Though no NFC teams look unbeatable to me (the Saints, who put their perfect record on the line Monday night against New England, are the closest), I don't give the Eagles a great chance of making the Super Bowl in February, much less winning it. Good quarterbacks kill them: without taking anything away from the Eagles for beating Chicago and Washington, better passers for either team would have won those games. They can't run the ball consistently, and coach Andy Reid remains all too prone to trip on his own mental shoelaces. (And there's evidently a good chance that Jackson and Celek, McNabb's two favorite targets, will miss at least next week's game with injuries sustained today.) My guess is that they'll finish 10-6 and might or might not win one playoff game before getting dispatched by the Saints or, ugh, Vikings. But considering both the youth of the roster and the toughness and growth they've shown, it feels like they might be back on the way up, building toward another legitimate shot at a title, rather than running in place as it's so often seemed since 2005.

2 comments:

Anonymous said...

But whom do you see as the QB, for this future upswing on the Birds?

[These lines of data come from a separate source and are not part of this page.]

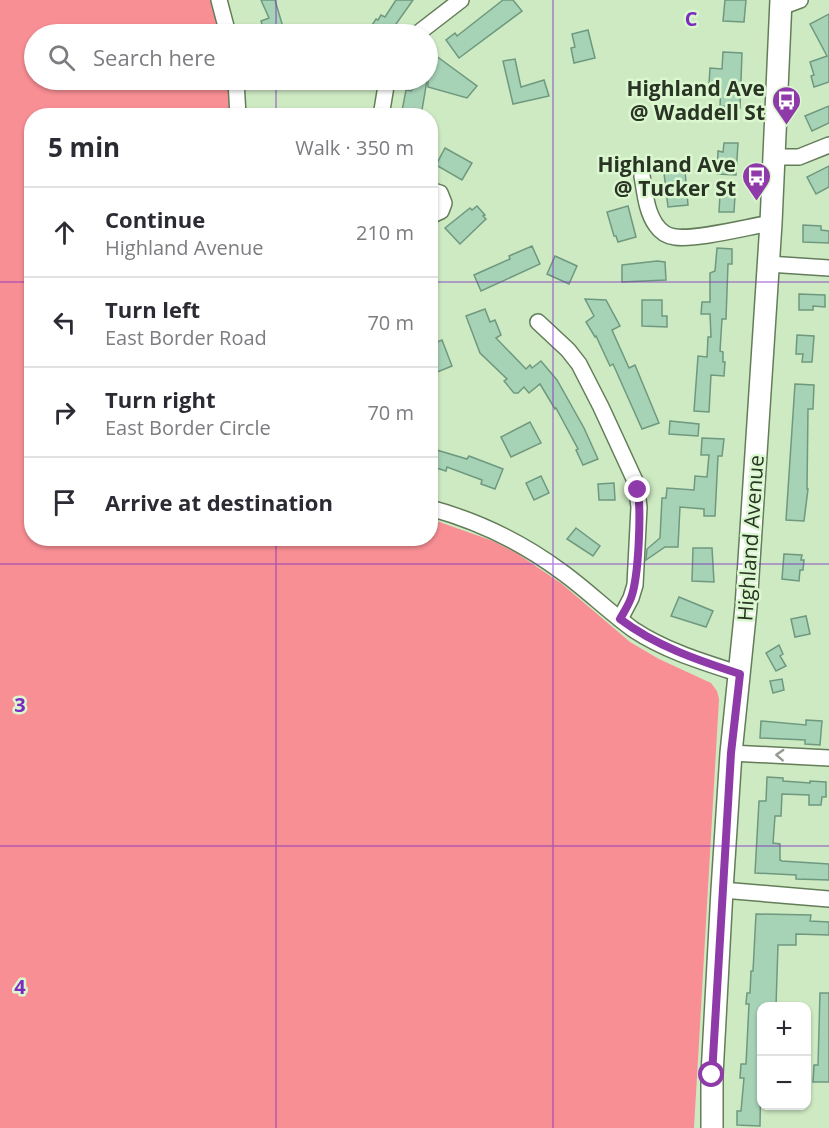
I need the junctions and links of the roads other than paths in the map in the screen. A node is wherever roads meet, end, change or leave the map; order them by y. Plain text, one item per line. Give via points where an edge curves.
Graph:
1 (219, 0) edge
2 (461, 0) edge
3 (787, 2) edge
4 (225, 24) edge
5 (430, 24) edge
6 (237, 90) edge
7 (385, 90) edge
8 (238, 108) edge
9 (382, 108) edge
10 (829, 145) edge
11 (774, 157) junction
12 (642, 176) dead end
13 (438, 192) edge
14 (438, 214) edge
15 (771, 223) junction
16 (768, 264) junction
17 (829, 268) edge
18 (538, 322) dead end
19 (438, 511) edge
20 (620, 619) junction
21 (740, 674) junction
22 (731, 753) junction
23 (829, 758) edge
24 (722, 890) junction
25 (829, 899) edge
26 (712, 1075) junction
27 (699, 1128) edge
28 (712, 1128) edge

1 - 4 street
2 - 5 street
3 - 11 main road, Highland Avenue
6 - 8 street
7 - 9 street
10 - 11 street via 794,158
11 - 15 main road, Highland Avenue
12 - 15 street via 651,217 669,235 706,234
13 - 14 street via 444,203
15 - 16 main road, Highland Avenue
16 - 17 street
16 - 21 main road, Highland Avenue
18 - 20 street via 579,364 636,483 639,507 635,585
19 - 20 street via 490,529 525,547
20 - 21 street via 678,653
21 - 22 main road, Highland Avenue
23 -> 22 street
22 - 24 main road, Highland Avenue
24 - 25 street
24 - 26 main road, Highland Avenue
26 - 27 main road, Highland Avenue
26 - 28 main road, Highland Avenue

I don't think it will be your favorite player, for much longer

David said...

The thing about McNabb and his long-term future is that these guys never like playing in the last year of a contract. I think his deal goes through 2010. Will they renegotiate this spring? Maybe. I love the guy (which doesn't mean I'm blind to his faults, to be clear--though I prefer the worm-burners #5 throws, frustrating as they can be, to the bad judgment and pickaliciousness of a guy like Cutler), but even I'm not sure I want him after 2010. So I guess we'll see.